Florian Weyer, Directeur Général délégué d’HAROPA au Havre, a présenté les différentes stratégies mises en place pour élargir les possibilités offertes par le port pour répondre aux enjeux du shipping mondial. Comme l’a rappelé Philippe Corruble dans son intervention, un port doit être multifonctionnel pour espérer capter des trafics. Le rapport de force actuellement est très clairement en faveur des compagnies maritimes. HAROPA doit être capable de proposer du foncier pour attirer l’installation d’activités économiques et industrielles qui indirectement génèrent du trafic portuaire. Le chiffre d’affaires du port est de 375 millions d’euros/an. Environ 54% de ces revenus viennent du foncier, 39% des droits de port, c’est-à-dire payés par les navires, et les 7% restant d’activités annexes.

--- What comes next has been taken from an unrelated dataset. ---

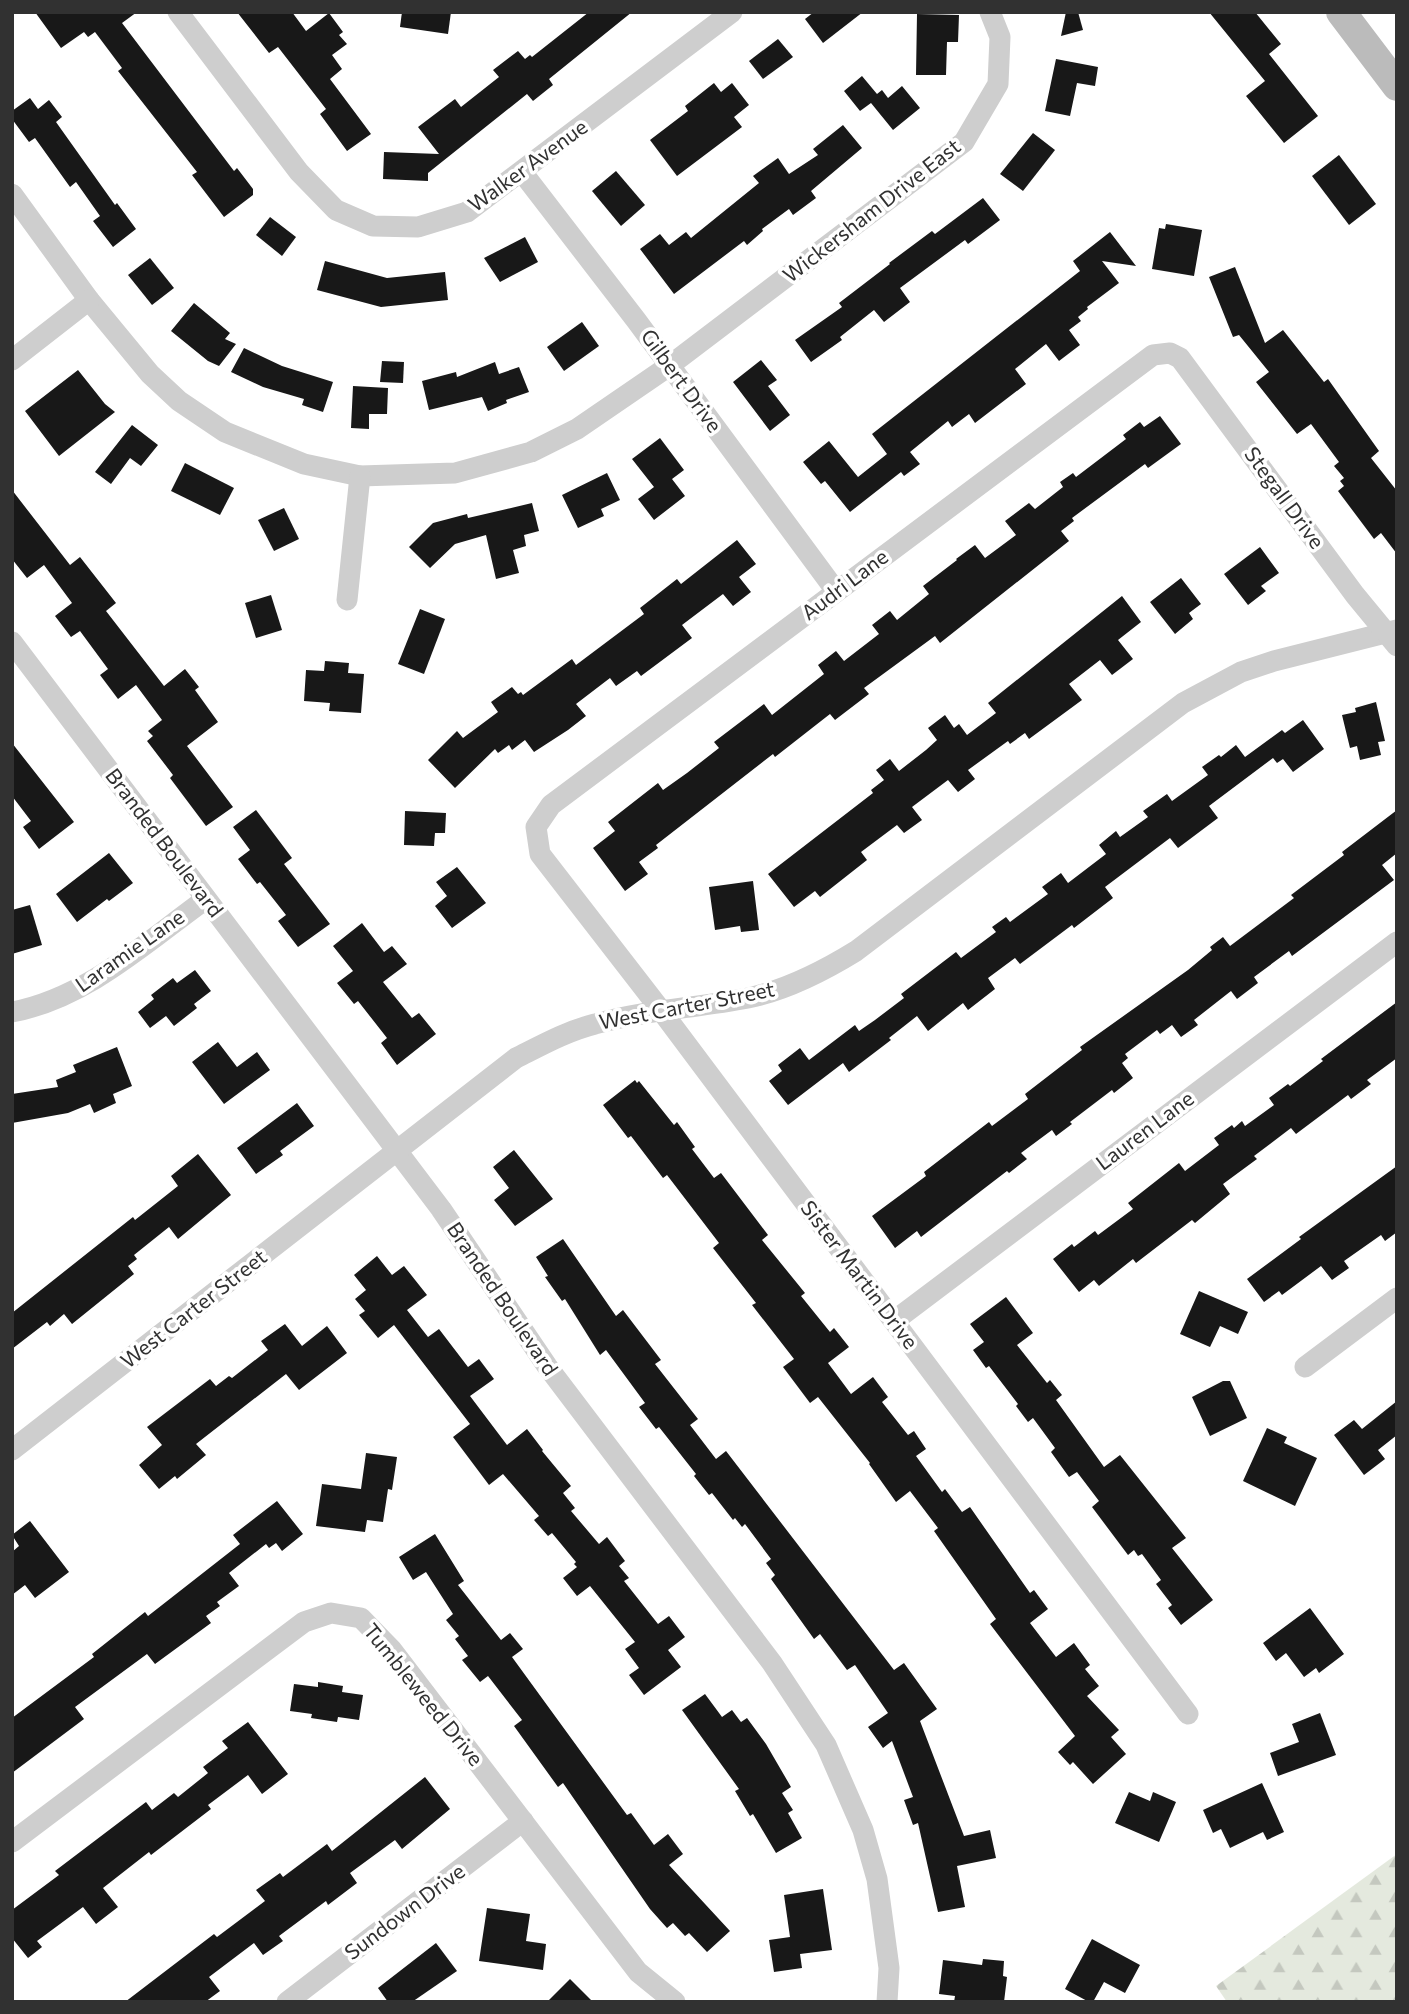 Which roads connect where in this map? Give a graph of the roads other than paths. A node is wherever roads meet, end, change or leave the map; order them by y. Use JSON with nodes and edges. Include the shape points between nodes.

La politique portuaire depuis les trente glorieuses a été basée sur les hydrocarbures. Depuis 2009, la part du pétrole a chuté de 10 points, ne représentant plus que 39% des droits de port. Cette chute est compensée par l’excellente tenue du trafic conteneurs lié à l’activité mondiale, et à la montée en puissance des droits de port issus des filières dites relais de croissance : ENR, bio-carburants, éolien, etc.

Cette nécessaire diversification passe aujourd’hui par la montée en puissance prévue de l’usine éolienne de Siemens-Gamesa, qui installée sur 37 hectares fournit actuellement les éléments du champ éolien de la baie de Saint-Brieuc. La diversification passe également par des opportunités d’actualité. Les tensions d’approvisionnement en gaz, à la suite du déclenchement de la guerre en Ukraine, et sur décision du gouvernement, vont permettre d’accueillir un FSRU au quai de Bougainville servant de terminal gazier flottant. À partir de la fin septembre 2023, ce terminal temporaire est prévu pour réceptionner 52 escales par an, soit 3,5 à 4 millions de tonnes équivalents à 10% des importations de gaz en France.

À plus long terme, HAROPA a lancé le projet ZIBAC autour de la réduction des émissions de CO2, par capture, stockage, exportation du CO2, et pour favoriser l’installation d’une filière d’hydrogène décarbonée, etc.

Le port est à la croisée des chemins : devenir un gestionnaire de foncier, revenir aux fondamentaux du service aux navires et des compagnies maritimes, porter des projets industriels innovants pour remplacer les activités en déclin ou plus certainement un mélange bien dosé des trois.

Les intervenants et organisateurs des tales rondes réunis avec le CV Janci, COMAR Le Havre, et l’Administrateur en Chef de 1ére Classe Perrier, directeur de l’ENSAM. © JVD Jeunemarine.fr

Le Commandant du port du Havre, Nicolas Chervy, leur a présenté l’activité opérationnelle de la capitainerie et de la zone industrialo-portuaire en les recevant au LH Port Center situé à proximité de l’avant-port. À leur départ en bus vers Paris, les stagiaires ont pu une dernière fois apprécier ces 2 jours à Rouen et au Havre traversant le port, de l’écluse François Ier à la darse de l’océan, et en apercevant une dernière fois les portiques de Port 2000 avant de profiter de la vue sur la zone naturelle le long de la route de l’estuaire et sur la Seine.

Jean-Vincent Dujoncquoy

 

(1) : En 2022 , Yann Alix, universitaire, avait présenté les cycles du shipping.

(2) : En 2022, le Havrais Guillaume Le Grand avait présenté la société TOWT et sa flotte de voiliers de transport.

(3) : le Canopée sera exceptionnellement présent à l‘Armada de Rouen en juin 2023, dont une des thématiques portera sur la sauvegarde des océans, avant de rejoindre Ouistreham pour y recevoir ses 4 voiles.